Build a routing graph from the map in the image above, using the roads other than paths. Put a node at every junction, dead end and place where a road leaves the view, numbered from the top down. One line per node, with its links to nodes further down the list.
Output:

────────

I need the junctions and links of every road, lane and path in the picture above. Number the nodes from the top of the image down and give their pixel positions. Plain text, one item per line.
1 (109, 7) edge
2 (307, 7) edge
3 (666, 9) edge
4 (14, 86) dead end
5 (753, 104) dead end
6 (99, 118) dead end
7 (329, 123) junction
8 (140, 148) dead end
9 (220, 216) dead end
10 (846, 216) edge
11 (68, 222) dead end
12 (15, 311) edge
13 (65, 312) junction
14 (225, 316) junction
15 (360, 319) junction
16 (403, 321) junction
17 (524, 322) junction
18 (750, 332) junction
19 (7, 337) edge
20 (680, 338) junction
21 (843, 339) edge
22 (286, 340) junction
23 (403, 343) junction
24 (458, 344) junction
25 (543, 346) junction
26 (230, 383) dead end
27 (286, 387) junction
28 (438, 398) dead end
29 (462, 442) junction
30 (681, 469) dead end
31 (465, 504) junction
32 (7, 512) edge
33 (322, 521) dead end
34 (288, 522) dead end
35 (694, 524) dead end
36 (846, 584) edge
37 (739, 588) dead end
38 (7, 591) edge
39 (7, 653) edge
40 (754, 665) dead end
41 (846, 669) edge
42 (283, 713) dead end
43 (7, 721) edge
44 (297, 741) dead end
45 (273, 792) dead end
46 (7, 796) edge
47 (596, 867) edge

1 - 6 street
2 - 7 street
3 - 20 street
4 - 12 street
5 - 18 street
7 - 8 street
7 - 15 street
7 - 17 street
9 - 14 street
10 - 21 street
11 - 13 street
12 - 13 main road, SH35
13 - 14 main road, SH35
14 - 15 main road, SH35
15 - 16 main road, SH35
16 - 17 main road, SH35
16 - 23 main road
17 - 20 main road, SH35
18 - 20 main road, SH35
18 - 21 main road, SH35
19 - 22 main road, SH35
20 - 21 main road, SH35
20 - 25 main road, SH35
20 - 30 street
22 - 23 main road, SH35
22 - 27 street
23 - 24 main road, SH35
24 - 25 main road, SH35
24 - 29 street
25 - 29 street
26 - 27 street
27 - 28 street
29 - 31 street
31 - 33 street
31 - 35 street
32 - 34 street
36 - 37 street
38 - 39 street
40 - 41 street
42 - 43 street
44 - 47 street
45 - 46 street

────────

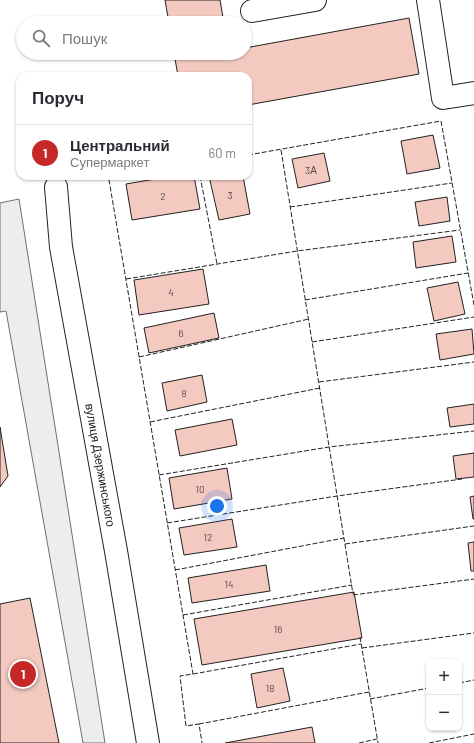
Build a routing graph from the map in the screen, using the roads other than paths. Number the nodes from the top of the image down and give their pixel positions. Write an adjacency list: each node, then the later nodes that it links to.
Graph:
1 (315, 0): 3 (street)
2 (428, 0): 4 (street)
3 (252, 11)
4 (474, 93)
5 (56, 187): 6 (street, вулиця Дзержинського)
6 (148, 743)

────────

_EXERCISE:_ Your answer should be a single number: the tally of lines in the entries that include the word "other".

_ANSWER FOR THIS EXERCISE:_ 2